Brent crude oil prices soared past $80 per barrel, reaching their highest level since August, due to escalating tensions in the Middle East that have sparked speculation about a potential Israeli attack on Iranian oil infrastructure.

On Monday, the global benchmark index rose by 3.7%, continuing the upward trend from last week, which was fueled by external speculation on how Israel might respond to Iran's missile strike on the previous Tuesday. West Texas Intermediate (WTI) crude also rose by 3.7% at one point, breaking through $77 per barrel. President Joe Biden stated last Friday that he was unaware of when Israel would respond, "I would consider other alternatives rather than attacking oil fields."

Rebecca Babin, a senior energy trader at CIBC Private Wealth Group, said, "Anxiety is intensifying. The longer we wait, I think fear will accumulate, much like when you're at the top of a roller coaster, anticipating the descent."

Currently, the situation in the Middle East remains tense, with Hamas launching a barrage of rockets towards Tel Aviv, and Israel reinforcing troops in northern Gaza over the weekend, while continuing airstrikes and limited ground exercises in Lebanon. Iran's oil production has returned to nearly full capacity, but it may be affected as tensions escalate.

Brent crude posted its largest weekly gain since January 2023 last week, due to heightened tensions in the Middle East, which accounts for about one-third of the global crude oil supply. This rebound marks a significant reversal in market sentiment. Previously, oil prices had plummeted in the third quarter due to concerns over supply and demand prospects for the coming year. Goldman Sachs analysts, including Daan Struyven, predicted in a report that Brent crude prices could soar to $90 if Iranian oil supplies were disrupted.

Additionally, traders cited a Goldman Sachs report stating that if Brent and West Texas Intermediate (WTI) crude prices rise significantly, algorithm-driven traders known as Commodity Trading Advisors (CTAs) could unleash up to $40 billion in buying. Before the latest tensions emerged, these funds and other speculators had accumulated a record amount of short positions and have been rapidly closing them out over the past week.
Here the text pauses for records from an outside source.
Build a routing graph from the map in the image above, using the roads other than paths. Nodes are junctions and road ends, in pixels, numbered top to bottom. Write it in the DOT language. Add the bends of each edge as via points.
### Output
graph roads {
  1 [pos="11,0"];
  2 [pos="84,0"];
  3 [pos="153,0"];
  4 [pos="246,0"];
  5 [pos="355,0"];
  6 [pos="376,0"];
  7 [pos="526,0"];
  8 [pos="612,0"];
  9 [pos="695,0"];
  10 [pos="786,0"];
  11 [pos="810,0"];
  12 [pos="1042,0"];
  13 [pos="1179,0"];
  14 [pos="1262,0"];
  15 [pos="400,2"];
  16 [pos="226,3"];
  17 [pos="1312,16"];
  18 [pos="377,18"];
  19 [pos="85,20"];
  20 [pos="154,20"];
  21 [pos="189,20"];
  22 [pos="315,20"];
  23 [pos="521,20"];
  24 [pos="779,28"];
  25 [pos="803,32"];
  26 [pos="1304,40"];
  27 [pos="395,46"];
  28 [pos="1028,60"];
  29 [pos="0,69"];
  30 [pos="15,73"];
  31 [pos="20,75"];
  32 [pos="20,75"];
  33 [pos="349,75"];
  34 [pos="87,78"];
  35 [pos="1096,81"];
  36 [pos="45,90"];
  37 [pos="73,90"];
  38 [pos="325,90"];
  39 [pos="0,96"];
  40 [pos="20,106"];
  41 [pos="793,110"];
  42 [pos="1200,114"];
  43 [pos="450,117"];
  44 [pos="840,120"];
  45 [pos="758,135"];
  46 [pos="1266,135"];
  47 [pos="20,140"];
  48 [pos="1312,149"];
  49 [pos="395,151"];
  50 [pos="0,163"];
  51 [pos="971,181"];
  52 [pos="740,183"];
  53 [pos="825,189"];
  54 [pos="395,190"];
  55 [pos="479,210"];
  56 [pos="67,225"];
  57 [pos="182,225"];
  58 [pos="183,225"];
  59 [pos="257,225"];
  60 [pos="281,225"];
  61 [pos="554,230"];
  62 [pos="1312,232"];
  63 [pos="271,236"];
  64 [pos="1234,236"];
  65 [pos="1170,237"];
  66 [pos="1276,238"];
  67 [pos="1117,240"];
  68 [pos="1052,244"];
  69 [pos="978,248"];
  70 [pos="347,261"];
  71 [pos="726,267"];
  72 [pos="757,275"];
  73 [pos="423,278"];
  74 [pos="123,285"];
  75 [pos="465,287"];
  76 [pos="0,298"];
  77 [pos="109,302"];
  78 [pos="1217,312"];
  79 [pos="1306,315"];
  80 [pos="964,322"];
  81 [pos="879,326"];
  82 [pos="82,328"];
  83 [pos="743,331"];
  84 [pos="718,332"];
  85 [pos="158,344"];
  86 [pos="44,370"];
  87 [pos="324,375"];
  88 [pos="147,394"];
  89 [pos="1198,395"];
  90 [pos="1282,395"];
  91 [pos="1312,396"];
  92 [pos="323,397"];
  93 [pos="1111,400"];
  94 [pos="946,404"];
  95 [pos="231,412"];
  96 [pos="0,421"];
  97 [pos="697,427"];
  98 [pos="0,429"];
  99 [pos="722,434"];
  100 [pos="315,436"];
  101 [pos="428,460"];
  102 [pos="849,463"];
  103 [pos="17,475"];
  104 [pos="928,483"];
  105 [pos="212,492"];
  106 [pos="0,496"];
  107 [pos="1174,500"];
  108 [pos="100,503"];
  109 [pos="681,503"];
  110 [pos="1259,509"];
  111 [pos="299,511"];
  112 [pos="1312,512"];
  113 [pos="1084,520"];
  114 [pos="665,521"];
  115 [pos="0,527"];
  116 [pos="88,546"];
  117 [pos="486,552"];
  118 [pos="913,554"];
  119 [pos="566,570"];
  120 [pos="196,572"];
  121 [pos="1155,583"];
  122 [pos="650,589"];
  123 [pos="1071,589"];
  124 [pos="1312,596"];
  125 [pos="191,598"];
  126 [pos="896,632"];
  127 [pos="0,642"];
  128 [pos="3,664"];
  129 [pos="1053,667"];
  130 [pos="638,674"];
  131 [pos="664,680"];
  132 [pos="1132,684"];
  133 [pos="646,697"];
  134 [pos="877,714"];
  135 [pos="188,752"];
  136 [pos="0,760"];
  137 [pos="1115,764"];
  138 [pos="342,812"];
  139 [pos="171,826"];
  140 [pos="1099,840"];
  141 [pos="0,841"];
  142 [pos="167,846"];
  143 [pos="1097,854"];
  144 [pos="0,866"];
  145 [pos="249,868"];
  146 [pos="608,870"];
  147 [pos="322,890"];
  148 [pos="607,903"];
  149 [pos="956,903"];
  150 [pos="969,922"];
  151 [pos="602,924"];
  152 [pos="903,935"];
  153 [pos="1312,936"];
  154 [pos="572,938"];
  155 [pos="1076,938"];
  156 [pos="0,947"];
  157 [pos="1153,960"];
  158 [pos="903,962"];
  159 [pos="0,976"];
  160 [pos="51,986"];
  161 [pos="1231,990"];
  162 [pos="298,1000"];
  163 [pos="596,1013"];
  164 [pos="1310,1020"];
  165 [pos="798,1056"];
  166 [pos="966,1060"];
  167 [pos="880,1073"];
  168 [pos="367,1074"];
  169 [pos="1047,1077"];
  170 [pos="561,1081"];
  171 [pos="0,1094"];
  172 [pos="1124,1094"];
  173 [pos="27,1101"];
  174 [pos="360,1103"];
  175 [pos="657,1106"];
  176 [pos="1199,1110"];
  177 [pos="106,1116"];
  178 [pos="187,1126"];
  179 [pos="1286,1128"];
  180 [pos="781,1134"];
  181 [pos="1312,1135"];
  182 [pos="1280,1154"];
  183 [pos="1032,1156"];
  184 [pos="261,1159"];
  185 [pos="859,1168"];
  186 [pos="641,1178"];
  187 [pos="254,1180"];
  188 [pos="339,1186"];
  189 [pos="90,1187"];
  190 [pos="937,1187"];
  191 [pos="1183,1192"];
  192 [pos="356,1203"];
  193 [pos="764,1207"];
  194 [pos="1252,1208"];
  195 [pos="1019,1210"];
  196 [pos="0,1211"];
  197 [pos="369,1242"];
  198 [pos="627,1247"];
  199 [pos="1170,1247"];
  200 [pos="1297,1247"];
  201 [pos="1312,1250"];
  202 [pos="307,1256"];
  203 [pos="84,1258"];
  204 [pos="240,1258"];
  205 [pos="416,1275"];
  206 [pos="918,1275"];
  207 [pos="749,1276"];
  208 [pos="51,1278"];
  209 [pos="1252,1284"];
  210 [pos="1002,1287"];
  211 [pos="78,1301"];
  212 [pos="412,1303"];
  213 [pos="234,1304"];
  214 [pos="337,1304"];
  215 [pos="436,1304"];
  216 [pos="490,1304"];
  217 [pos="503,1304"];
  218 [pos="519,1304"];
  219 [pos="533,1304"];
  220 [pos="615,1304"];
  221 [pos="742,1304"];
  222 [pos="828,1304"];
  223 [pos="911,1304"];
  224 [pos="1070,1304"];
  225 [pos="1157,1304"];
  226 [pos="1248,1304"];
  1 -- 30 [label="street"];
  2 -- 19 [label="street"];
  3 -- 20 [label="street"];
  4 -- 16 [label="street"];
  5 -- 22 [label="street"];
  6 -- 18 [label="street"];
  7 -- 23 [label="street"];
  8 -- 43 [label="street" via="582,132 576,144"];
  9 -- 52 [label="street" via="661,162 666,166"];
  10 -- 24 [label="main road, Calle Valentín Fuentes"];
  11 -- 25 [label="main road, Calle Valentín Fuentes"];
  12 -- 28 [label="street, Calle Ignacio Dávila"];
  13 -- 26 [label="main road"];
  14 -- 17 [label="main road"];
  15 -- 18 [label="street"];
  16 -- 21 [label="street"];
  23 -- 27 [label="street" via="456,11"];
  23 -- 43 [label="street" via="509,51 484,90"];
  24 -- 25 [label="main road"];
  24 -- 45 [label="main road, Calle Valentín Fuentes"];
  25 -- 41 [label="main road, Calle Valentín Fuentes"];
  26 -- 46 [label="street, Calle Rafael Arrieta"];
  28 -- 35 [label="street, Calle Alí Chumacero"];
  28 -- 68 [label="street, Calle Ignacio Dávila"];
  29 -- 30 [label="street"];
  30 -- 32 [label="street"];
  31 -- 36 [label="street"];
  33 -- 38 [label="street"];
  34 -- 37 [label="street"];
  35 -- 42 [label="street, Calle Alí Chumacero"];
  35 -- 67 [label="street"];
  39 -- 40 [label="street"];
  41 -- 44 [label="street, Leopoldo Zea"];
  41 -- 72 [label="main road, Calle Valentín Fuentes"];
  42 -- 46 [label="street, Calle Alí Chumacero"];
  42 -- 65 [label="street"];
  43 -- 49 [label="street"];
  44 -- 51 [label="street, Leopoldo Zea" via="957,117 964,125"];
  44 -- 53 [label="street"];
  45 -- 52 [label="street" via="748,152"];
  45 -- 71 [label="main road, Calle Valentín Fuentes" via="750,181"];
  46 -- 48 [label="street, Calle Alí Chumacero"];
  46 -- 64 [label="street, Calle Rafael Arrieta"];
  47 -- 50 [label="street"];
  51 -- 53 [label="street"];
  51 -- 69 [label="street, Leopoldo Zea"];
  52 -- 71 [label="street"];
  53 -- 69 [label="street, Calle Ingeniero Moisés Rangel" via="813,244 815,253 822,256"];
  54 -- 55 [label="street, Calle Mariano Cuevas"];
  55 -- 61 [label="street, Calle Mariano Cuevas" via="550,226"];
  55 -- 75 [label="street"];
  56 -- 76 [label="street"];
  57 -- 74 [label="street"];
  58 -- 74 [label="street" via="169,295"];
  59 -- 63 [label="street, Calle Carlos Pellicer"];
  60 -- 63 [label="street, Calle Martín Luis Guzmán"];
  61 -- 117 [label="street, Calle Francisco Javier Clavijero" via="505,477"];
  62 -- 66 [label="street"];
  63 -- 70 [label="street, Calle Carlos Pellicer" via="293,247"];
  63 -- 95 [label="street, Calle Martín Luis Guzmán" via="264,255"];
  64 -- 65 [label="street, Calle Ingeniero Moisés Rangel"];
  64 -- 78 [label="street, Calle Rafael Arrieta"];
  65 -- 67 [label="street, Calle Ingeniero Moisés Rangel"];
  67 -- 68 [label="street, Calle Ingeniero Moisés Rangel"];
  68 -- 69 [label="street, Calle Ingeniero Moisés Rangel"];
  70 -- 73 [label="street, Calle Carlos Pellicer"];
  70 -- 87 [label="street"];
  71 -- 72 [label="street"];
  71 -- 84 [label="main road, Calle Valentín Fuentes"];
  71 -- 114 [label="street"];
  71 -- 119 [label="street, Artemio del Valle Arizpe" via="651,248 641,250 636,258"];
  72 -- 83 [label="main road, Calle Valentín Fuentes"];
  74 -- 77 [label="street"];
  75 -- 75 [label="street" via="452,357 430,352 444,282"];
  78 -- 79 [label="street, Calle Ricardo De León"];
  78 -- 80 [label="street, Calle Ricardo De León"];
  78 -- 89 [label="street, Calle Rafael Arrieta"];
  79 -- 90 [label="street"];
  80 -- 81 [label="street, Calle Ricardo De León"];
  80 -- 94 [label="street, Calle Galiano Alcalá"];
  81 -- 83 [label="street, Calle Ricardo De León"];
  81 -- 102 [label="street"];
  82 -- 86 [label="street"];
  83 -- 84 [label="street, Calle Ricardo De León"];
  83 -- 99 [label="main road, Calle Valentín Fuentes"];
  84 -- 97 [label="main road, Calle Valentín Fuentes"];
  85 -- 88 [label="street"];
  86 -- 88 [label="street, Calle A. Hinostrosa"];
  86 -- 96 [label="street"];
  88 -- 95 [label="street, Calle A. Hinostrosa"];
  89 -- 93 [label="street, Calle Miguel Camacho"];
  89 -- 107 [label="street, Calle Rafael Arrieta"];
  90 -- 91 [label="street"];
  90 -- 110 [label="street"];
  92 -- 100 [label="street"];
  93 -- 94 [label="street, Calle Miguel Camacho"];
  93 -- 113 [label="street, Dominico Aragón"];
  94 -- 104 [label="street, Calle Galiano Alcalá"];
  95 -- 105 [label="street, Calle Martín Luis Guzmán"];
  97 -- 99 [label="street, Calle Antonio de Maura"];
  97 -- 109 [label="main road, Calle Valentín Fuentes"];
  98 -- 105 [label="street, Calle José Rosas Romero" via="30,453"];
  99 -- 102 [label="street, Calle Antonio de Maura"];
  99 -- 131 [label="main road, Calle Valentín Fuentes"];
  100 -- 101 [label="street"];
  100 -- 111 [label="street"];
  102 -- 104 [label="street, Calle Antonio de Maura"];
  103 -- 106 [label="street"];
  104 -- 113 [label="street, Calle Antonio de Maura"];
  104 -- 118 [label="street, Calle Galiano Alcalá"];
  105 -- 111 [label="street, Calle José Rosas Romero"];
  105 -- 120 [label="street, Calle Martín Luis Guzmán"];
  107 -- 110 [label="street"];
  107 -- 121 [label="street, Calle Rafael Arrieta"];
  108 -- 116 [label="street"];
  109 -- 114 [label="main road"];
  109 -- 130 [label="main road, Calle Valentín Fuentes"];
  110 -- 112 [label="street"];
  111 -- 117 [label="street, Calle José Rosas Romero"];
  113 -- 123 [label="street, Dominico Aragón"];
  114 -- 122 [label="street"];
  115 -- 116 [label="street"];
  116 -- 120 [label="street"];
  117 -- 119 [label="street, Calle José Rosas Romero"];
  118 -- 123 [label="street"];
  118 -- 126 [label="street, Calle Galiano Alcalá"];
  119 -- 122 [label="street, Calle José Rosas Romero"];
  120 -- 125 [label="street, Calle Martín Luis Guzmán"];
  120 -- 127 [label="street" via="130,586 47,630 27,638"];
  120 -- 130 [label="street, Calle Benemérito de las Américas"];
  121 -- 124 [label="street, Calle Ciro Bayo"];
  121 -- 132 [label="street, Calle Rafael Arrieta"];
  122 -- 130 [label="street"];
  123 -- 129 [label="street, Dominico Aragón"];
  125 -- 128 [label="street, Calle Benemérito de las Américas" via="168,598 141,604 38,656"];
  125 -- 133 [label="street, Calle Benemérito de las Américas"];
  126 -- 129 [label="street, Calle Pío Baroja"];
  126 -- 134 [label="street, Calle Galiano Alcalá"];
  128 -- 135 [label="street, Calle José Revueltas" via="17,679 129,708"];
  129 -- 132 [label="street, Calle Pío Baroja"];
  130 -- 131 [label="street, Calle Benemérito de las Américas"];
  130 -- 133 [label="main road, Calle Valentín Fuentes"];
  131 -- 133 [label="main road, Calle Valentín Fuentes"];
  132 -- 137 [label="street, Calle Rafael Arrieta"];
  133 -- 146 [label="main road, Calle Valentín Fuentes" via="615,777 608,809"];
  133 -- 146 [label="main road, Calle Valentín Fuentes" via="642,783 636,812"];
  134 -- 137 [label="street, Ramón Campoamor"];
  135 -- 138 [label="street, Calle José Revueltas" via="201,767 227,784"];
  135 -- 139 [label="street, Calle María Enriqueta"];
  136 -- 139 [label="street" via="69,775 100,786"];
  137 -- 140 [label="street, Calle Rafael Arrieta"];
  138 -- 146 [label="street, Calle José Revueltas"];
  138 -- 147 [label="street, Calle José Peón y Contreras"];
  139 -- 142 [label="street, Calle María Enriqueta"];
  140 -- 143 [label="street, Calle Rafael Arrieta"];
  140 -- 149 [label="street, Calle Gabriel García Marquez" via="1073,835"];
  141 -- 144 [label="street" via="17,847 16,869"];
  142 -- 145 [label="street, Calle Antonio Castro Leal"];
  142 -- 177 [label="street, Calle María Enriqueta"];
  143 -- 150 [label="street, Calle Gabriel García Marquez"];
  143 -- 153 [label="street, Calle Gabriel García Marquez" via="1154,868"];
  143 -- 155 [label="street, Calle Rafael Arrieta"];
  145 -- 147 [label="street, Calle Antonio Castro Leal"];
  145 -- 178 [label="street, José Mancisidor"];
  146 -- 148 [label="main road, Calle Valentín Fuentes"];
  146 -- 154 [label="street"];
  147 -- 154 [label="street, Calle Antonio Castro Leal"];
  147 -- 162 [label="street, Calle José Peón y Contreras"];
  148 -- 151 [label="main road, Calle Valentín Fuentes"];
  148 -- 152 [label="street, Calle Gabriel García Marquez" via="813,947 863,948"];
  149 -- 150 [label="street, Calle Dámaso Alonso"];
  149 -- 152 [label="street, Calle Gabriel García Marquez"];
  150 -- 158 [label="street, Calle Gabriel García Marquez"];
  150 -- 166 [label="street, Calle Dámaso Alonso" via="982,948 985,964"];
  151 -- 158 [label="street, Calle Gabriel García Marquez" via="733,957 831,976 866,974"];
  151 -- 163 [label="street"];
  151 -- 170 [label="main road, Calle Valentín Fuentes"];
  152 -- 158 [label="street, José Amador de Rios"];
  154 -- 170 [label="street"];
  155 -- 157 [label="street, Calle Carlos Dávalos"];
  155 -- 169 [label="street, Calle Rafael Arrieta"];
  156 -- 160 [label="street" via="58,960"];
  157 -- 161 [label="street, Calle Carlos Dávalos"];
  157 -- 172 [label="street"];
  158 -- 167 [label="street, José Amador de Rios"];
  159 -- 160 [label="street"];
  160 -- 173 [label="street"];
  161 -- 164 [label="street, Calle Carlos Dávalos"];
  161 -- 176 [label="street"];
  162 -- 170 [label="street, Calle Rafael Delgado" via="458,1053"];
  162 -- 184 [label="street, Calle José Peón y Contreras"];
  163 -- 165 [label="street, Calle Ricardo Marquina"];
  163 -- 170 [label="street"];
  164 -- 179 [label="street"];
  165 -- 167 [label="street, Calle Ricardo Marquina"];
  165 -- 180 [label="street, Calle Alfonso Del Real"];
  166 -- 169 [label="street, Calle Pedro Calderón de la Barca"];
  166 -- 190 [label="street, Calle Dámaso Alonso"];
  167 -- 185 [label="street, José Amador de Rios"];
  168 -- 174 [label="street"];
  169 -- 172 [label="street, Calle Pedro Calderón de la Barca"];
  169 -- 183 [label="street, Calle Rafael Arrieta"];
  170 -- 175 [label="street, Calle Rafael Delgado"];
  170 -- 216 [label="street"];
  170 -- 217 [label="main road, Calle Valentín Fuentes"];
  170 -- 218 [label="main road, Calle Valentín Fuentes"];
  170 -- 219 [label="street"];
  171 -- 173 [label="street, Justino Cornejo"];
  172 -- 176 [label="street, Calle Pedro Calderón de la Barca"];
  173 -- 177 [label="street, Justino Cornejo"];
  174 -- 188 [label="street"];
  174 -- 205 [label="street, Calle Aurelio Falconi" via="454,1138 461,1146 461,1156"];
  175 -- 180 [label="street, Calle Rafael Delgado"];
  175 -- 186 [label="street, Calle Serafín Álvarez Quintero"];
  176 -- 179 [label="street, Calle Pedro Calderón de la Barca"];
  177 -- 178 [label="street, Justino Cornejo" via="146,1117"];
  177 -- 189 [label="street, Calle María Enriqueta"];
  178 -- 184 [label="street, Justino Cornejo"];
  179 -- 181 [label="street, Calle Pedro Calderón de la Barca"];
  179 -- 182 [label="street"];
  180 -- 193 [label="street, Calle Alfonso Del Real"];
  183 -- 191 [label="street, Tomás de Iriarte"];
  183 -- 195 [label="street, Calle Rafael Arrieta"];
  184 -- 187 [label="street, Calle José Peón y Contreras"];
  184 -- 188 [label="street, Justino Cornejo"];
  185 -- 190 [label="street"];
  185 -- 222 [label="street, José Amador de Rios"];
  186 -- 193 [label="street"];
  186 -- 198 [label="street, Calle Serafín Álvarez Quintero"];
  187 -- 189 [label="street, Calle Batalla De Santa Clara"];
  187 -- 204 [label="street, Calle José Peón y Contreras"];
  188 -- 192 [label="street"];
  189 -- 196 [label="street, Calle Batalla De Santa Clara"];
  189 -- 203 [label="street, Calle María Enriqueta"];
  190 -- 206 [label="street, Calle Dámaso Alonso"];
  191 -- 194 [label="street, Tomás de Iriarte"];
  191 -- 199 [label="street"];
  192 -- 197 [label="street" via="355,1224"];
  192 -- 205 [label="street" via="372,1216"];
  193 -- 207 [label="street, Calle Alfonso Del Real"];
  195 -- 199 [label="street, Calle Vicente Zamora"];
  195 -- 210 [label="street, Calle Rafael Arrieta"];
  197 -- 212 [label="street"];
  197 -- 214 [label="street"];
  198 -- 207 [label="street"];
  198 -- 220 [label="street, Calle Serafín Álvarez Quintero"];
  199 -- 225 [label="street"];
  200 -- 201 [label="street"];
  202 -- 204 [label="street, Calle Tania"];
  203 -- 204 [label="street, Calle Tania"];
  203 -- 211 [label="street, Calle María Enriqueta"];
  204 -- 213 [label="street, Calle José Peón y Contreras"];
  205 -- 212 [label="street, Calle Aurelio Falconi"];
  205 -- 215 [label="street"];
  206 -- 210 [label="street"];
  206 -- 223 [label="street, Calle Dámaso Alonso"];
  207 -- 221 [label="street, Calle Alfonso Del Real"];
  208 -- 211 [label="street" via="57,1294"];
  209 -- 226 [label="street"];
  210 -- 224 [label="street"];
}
On the other hand, following the explosive job growth report released last Friday, global markets are also repricing the prospects of a Federal Reserve rate cut. Traders no longer believe the Fed will cut rates by another 50 basis points this year, as they anticipate continued U.S. economic growth and a rekindling of inflation, leaving little room for rate cuts.

The potential supply disruptions caused by Hurricane "Milton" in the Gulf of Mexico also keep investors on high alert. Chevron (CVX.US) evacuated personnel from a platform and shut down production on Monday.

The oil options market continues to favor calls. An indicator measuring the implied volatility of Brent crude is near its highest level in nearly a year, while fund managers have increased their net long positions in this global benchmark crude oil.

According to a notice issued on Sunday, China's top economic planning agency, the National Development and Reform Commission, will hold a press conference on Tuesday to discuss a package of policies aimed at promoting economic growth. Analysts increasingly expect China to expand public spending as part of its economic stimulus plan.TC ICAP energy expert Scott Shelton stated: "The market is severely lacking 'risk absorbers' willing to take on risk, as most traders have had a tough year and are not willing to take on significant volatility risk before the end of the year."